BEGIN RECORDS FOR THIS TASK
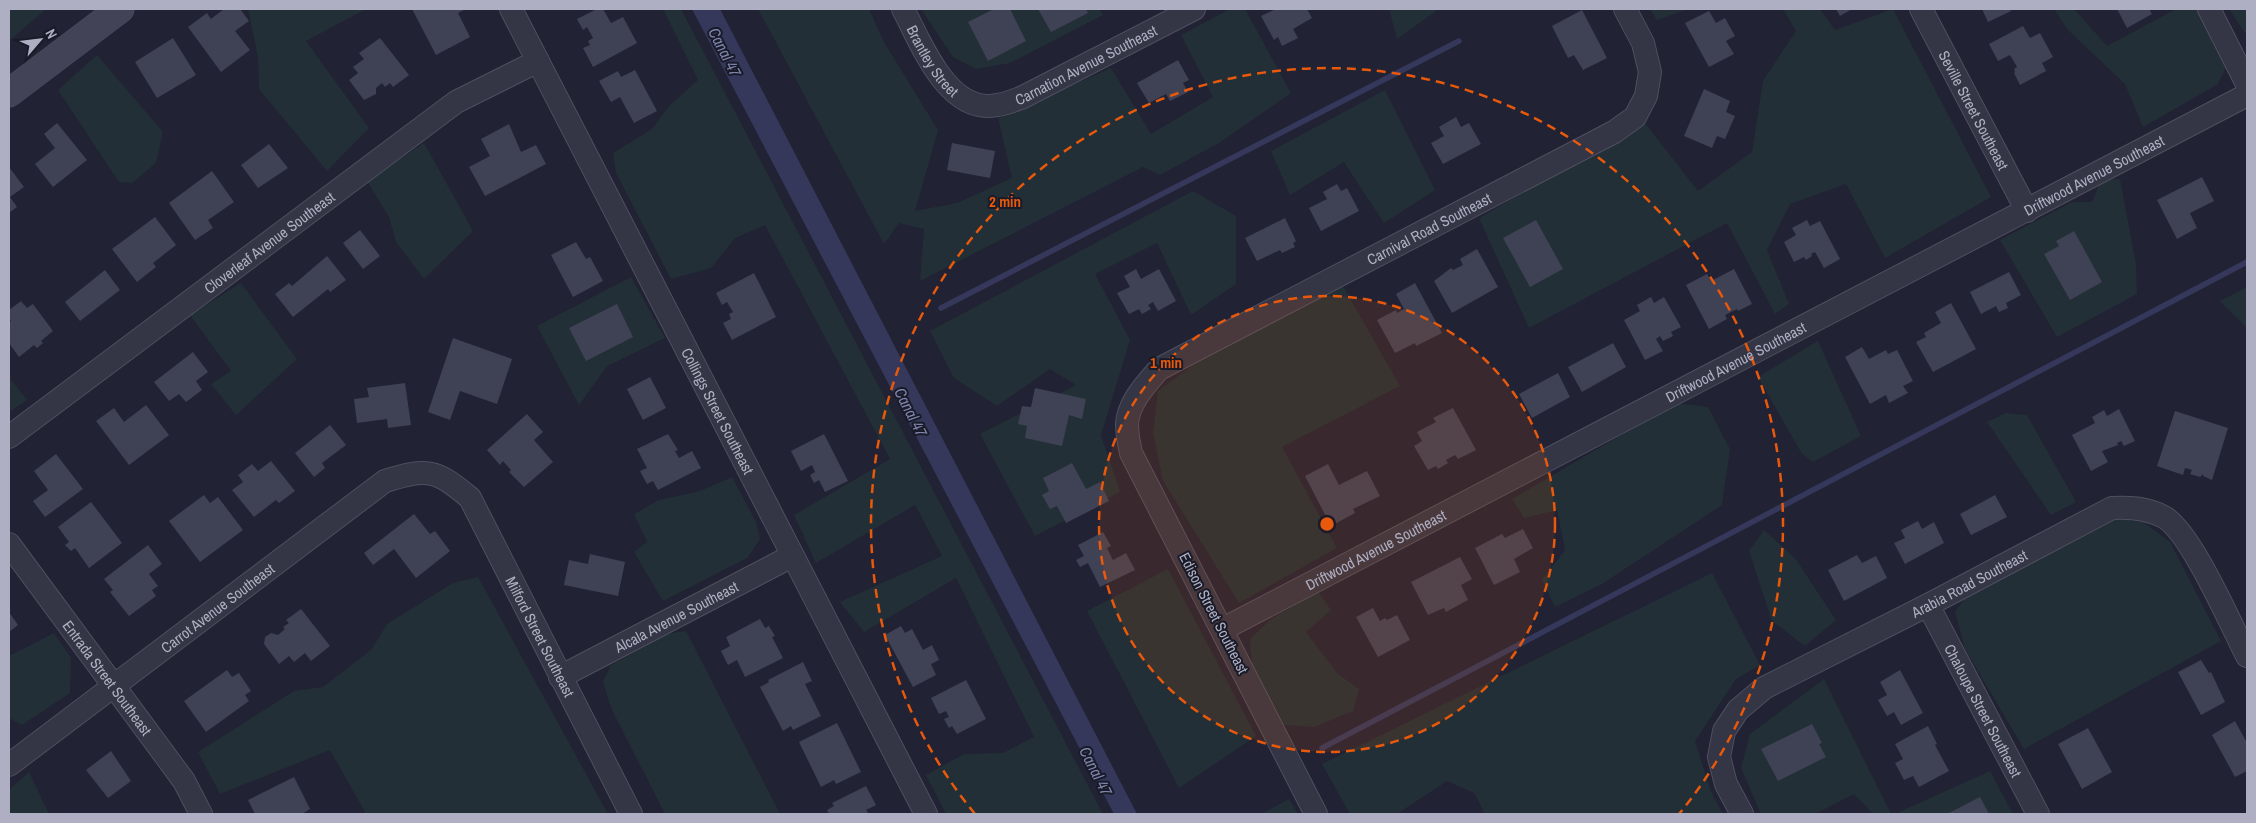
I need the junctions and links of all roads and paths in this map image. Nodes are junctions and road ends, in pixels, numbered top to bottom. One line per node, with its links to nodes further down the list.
1 (120, 9): 10 (street)
2 (511, 9): 8 (street, Collings Street Southeast)
3 (903, 9): 12 (street, Brantley Street)
4 (1194, 9): 12 (street, Carnation Avenue Southeast)
5 (1625, 9): 14 (street, Carnival Road Southeast)
6 (1922, 9): 13 (street, Seville Street Southeast)
7 (2209, 9): 9 (street)
8 (538, 61): 15 (street, Cloverleaf Avenue Southeast); 18 (street, Collings Street Southeast)
9 (2247, 84)
10 (9, 93)
11 (2247, 96): 13 (street, Driftwood Avenue Southeast)
12 (974, 104)
13 (2027, 211): 20 (street, Driftwood Avenue Southeast)
14 (1132, 408): 20 (street, Edison Street Southeast)
15 (9, 437)
16 (434, 474): 22 (street, Milford Street Southeast); 23 (street, Carrot Avenue Southeast)
17 (9, 544): 23 (street, Entrada Street Southeast)
18 (792, 556): 22 (street, Alcala Avenue Southeast); 27 (street, Collings Street Southeast)
19 (1928, 605): 21 (street, Arabia Road Southeast); 29 (street, Arabia Road Southeast); 30 (street, Chaloupe Street Southeast)
20 (1223, 630): 28 (street, Edison Street Southeast)
21 (2247, 656)
22 (560, 677): 26 (street, Milford Street Southeast)
23 (115, 685): 24 (street, Carrot Avenue Southeast); 25 (street, Entrada Street Southeast)
24 (9, 765)
25 (201, 814)
26 (631, 814)
27 (926, 814)
28 (1316, 814)
29 (1742, 814)
30 (2038, 814)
END RECORDS FOR THIS TASK
TASK TO CARRY OUT:
Filter the entries down to the lines with the word "Avenue" in them, and copy those lines.

ANSWER BOX:
4 (1194, 9): 12 (street, Carnation Avenue Southeast)
8 (538, 61): 15 (street, Cloverleaf Avenue Southeast); 18 (street, Collings Street Southeast)
11 (2247, 96): 13 (street, Driftwood Avenue Southeast)
13 (2027, 211): 20 (street, Driftwood Avenue Southeast)
16 (434, 474): 22 (street, Milford Street Southeast); 23 (street, Carrot Avenue Southeast)
18 (792, 556): 22 (street, Alcala Avenue Southeast); 27 (street, Collings Street Southeast)
23 (115, 685): 24 (street, Carrot Avenue Southeast); 25 (street, Entrada Street Southeast)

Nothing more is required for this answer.